`ibis` Table Joins¶

Learning Goals¶

use join() to combine two tables on a key column

import ibis
from ibis import _
import ibis.selectors as s

con = ibis.duckdb.connect()

Last time we started getting comfortable with lazy evaluation (head() and execute()) in ibis, and began to learn how to select() (subset columns) and filter() (subset rows), as well as looking at distinct values. Today we will continue to draw on these skills as we go deeper into the fisheries data in search of the evidence of the North Atlantic Cod collapse. In the process, we shall pick up some new methods as well.
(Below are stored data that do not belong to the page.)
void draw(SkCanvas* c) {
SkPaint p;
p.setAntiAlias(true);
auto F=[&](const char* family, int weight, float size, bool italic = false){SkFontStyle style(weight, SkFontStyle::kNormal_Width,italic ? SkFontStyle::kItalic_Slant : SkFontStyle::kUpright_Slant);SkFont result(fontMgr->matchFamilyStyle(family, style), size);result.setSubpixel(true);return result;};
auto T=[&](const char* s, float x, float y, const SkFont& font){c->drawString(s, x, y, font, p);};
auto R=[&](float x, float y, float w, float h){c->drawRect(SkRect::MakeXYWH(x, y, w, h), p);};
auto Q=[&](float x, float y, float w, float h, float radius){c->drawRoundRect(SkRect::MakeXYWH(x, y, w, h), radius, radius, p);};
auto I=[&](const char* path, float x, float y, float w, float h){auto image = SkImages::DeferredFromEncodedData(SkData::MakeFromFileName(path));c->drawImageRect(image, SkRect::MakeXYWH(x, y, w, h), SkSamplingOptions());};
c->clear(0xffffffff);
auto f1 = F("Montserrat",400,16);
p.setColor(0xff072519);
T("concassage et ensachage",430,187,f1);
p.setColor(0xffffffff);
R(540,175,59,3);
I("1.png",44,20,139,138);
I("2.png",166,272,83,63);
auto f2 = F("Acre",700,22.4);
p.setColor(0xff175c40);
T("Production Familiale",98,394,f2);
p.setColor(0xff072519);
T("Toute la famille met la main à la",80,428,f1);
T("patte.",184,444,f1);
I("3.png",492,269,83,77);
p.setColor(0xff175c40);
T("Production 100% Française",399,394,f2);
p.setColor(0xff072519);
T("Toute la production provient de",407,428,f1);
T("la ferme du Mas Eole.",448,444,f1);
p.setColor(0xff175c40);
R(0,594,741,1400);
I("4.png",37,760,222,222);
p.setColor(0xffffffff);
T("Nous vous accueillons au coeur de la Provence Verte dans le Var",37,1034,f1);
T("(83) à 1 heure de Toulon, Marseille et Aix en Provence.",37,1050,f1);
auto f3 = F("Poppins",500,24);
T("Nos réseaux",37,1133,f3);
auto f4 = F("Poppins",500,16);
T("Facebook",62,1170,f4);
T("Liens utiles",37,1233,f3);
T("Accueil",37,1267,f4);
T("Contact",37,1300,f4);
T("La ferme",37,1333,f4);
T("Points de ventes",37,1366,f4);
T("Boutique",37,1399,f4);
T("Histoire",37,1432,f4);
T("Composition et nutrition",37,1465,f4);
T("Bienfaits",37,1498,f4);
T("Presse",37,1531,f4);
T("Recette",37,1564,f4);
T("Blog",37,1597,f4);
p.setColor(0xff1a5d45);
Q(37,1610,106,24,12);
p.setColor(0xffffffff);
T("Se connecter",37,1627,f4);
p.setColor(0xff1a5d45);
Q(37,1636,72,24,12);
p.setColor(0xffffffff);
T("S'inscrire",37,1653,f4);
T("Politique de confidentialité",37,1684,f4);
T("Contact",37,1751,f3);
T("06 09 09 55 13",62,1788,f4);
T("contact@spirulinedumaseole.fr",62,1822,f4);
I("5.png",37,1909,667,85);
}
As before, let’s start with reading in data. Rather than focus on the metrics table, this time we will connect to several tables at the same time. Note how we can reuse the base_url to avoid extra typing, but take care that we reading the right CSV file in each case! As before, we explicitly set the nullstr value as well to ensure missing value codes are correctly interpreted.

base_url = "https://huggingface.co/datasets/cboettig/ram_fisheries/resolve/main/v4.65/"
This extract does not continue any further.